Domokos (Δομοκός), the ancient Thaumacus or Thaumace (Θαυμακός, Θαυμάκη), is a town and a municipality in Phthiotis, Greece. The town Domokos is the seat of the municipality of Domokos and of the former Domokos Province. The town is built on a mountain slope overlooking the plain of Thessaly, 38 km from the city of Lamia.

==History==
=== Ottoman Era ===
In 1521 (Hijri 927) the town, known in Ottoman Turkish as Dömeke, had six Muslim and 311 Christian households in nine neighborhoods. The castle of the town is mentioned as Dimoko in the Seyahatnâme of Evliya Çelebi, which he visited in 1668. He mentions that there were around a hundred tiled houses, with Muslims constituting only one neighborhood and having a mosque, and that the inner castle was inhabited by the Greeks since the beginning of the Ottoman conquest. He points out that the Muslims are mixed with Christians and are unaware of their denomination, and that they are relieved of paying the haraç tax. He also mentioned the antisemitism of the town, saying that "they do not allow Jews in this city, and the Jews do not come out of fear".

===Modern===
The area of Domokos became part of Greece in 1881 when the Ottoman Empire ceded Thessaly and a few adjacent areas to Greece. Until 1899, it was part of the Larissa Prefecture.

===Battle of Domokos===
In 1897, during the Greco-Turkish War, about 2,000 Italian volunteers under the command of Giuseppe Garibaldi's son, Ricciotti Garibaldi, helped the Greeks in the Battle of Domokos. Among them there was also a member of the Italian Parliament, Antonio Fratti, who died in the fighting. The Turkish Army was victorious over the Greek Army.

==Transport==
The town is served by Domokos railway station on the Piraeus–Platy Mainline, which is located 5 km from the city and serves the surrounding area.

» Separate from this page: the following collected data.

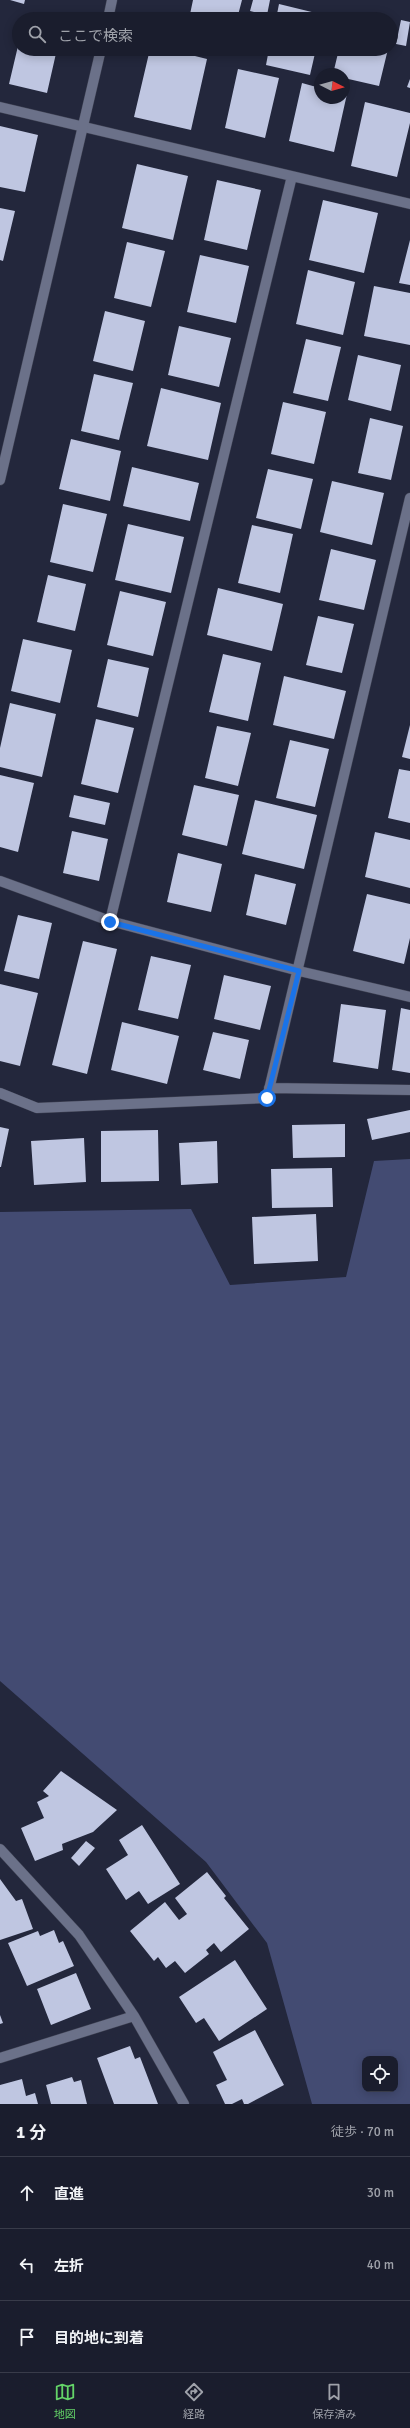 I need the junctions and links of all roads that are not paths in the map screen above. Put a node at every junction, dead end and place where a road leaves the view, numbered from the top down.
1 (112, 0) edge
2 (109, 12) edge
3 (99, 56) edge
4 (0, 107) edge
5 (83, 126) junction
6 (292, 176) junction
7 (410, 204) edge
8 (0, 480) edge
9 (410, 498) edge
10 (0, 881) edge
11 (110, 922) junction
12 (299, 971) junction
13 (410, 997) edge
14 (269, 1088) junction
15 (410, 1090) edge
16 (0, 1093) edge
17 (0, 1849) edge
18 (134, 2016) junction
19 (0, 2058) edge
20 (184, 2104) edge

1 - 2 street
3 - 5 street
4 - 5 street
5 - 6 street
5 - 8 street
6 - 7 street
6 - 11 street
9 - 12 street
10 - 11 street
11 - 12 street
12 - 13 street
12 - 14 street
14 - 15 street
14 - 16 street
17 - 18 street
18 - 19 street
18 - 20 street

You can also visit the town via frequent buses that pass by the town.

==Municipality==
The municipality Domokos was formed during the 2011 local government reforms by the merger of the following 3 former municipalities, that became municipal units:
- Domokos
- Thessaliotida
- Xyniada

The municipality has an area of 707.953 km^{2}, the municipal unit 346.129 km^{2}.

==Province==
The province of Domokos (Επαρχία Δομοκού) was one of the provinces of Phthiotis. It had the same territory as the present municipality. It was abolished in 2006.